Stored data:
::::::::
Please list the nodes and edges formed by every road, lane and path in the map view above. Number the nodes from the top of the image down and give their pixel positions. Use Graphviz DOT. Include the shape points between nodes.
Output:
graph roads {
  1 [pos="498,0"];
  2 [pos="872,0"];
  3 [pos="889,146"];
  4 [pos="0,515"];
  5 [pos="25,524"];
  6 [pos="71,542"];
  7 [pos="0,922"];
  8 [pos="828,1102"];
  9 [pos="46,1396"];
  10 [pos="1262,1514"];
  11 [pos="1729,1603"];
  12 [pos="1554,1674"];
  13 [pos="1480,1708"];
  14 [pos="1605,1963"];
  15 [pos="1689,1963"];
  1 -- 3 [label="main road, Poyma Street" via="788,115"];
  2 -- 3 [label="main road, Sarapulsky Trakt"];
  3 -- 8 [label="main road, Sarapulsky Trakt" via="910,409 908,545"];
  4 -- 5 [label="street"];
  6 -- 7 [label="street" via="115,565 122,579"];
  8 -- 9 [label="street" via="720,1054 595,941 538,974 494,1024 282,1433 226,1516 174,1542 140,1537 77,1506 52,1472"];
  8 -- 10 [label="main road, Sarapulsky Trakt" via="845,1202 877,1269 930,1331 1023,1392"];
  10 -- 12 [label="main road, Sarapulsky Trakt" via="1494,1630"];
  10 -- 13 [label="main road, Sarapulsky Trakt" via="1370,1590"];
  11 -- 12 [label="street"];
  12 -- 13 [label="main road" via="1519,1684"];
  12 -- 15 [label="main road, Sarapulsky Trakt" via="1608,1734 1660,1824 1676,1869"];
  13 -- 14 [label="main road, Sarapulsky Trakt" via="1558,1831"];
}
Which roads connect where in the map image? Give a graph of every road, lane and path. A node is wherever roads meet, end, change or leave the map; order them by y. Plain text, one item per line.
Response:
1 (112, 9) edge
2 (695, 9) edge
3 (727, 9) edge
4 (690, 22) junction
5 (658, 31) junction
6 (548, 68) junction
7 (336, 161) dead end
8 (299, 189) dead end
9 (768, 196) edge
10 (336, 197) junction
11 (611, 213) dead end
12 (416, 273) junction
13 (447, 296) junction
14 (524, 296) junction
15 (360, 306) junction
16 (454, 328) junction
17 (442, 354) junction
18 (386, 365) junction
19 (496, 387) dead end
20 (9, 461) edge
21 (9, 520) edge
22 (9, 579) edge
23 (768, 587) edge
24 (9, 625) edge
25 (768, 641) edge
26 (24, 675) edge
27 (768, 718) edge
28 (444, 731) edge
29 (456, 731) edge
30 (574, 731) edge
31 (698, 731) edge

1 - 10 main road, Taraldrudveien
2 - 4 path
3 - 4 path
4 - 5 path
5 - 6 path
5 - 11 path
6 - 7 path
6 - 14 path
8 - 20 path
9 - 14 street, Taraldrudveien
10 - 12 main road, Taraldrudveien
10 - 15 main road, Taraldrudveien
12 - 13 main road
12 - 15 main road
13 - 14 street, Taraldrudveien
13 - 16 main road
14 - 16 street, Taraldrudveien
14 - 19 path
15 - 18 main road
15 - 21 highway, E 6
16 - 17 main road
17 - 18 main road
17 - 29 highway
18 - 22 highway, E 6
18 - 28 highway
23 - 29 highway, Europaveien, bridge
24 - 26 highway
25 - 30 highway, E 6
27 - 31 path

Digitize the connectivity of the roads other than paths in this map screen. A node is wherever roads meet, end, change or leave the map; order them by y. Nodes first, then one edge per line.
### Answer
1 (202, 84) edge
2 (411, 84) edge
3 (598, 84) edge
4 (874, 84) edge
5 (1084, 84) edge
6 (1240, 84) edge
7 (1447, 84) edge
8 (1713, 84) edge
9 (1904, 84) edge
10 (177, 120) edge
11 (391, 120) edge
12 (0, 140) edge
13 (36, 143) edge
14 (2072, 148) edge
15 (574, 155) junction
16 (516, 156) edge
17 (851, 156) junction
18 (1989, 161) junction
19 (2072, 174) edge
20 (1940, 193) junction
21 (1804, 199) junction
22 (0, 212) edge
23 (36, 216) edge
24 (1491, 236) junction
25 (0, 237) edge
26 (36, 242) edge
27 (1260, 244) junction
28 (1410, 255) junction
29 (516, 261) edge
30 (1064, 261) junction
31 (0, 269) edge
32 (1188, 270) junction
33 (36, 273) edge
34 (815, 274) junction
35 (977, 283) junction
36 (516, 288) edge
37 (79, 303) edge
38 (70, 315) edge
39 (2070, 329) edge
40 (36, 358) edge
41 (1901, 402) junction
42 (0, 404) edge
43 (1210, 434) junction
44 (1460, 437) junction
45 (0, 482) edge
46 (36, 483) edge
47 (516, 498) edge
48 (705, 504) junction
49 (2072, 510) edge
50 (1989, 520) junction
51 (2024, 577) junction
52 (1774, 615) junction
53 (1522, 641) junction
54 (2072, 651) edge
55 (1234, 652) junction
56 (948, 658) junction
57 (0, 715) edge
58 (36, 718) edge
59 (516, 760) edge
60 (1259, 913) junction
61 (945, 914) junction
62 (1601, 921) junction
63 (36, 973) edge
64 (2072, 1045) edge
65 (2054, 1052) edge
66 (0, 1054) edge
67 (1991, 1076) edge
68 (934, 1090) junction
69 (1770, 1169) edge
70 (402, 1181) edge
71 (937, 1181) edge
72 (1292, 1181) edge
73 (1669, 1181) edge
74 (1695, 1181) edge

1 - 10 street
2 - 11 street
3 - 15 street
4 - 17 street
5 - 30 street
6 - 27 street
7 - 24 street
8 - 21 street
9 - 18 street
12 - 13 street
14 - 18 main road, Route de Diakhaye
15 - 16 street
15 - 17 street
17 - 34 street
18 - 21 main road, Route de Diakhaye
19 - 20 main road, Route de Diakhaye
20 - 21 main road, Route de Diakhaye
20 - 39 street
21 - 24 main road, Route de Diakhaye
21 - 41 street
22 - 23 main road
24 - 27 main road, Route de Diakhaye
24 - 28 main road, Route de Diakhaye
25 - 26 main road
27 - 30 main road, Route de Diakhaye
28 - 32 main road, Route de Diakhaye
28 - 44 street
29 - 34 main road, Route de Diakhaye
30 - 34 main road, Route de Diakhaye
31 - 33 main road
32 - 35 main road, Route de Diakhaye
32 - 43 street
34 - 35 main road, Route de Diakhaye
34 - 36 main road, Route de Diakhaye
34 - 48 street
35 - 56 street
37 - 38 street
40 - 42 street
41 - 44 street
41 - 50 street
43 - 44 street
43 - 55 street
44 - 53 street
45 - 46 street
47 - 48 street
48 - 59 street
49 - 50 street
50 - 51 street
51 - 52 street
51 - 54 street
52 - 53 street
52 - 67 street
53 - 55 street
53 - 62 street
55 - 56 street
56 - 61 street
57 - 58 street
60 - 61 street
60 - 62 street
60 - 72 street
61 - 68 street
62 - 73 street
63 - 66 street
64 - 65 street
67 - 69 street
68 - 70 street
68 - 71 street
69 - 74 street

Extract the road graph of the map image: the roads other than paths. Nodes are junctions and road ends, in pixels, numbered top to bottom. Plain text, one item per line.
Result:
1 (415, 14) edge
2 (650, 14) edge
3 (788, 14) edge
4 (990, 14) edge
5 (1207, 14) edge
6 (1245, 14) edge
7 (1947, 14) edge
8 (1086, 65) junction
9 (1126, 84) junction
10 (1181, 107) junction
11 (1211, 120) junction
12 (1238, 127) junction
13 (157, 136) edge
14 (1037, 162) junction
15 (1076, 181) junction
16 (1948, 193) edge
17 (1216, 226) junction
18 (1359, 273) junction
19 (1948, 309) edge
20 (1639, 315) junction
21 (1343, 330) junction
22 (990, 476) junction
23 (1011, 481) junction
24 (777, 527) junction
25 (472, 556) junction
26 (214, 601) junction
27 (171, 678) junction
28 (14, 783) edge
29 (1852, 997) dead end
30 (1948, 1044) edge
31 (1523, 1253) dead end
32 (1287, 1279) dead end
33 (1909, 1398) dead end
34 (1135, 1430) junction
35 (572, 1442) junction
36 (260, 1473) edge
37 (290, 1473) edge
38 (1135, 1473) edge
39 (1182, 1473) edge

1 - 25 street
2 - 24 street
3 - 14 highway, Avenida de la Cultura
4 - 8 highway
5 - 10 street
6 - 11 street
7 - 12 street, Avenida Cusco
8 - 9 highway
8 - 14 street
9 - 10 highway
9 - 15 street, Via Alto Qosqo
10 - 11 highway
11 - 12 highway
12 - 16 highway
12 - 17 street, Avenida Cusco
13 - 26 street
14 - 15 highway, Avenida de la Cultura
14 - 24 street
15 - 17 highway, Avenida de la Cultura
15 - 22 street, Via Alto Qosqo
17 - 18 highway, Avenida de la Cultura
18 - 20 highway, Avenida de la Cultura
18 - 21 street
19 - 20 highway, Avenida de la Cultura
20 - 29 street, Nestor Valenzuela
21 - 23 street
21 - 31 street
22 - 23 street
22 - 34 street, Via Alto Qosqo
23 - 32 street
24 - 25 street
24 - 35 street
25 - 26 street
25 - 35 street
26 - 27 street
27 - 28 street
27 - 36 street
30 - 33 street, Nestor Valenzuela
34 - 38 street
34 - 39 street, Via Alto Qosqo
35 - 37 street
::::::::
EXERCISE:
How many lines in the entries above include the string "Avenida"? Please answer with that number and nothing more.

TASK RESPONSE:
8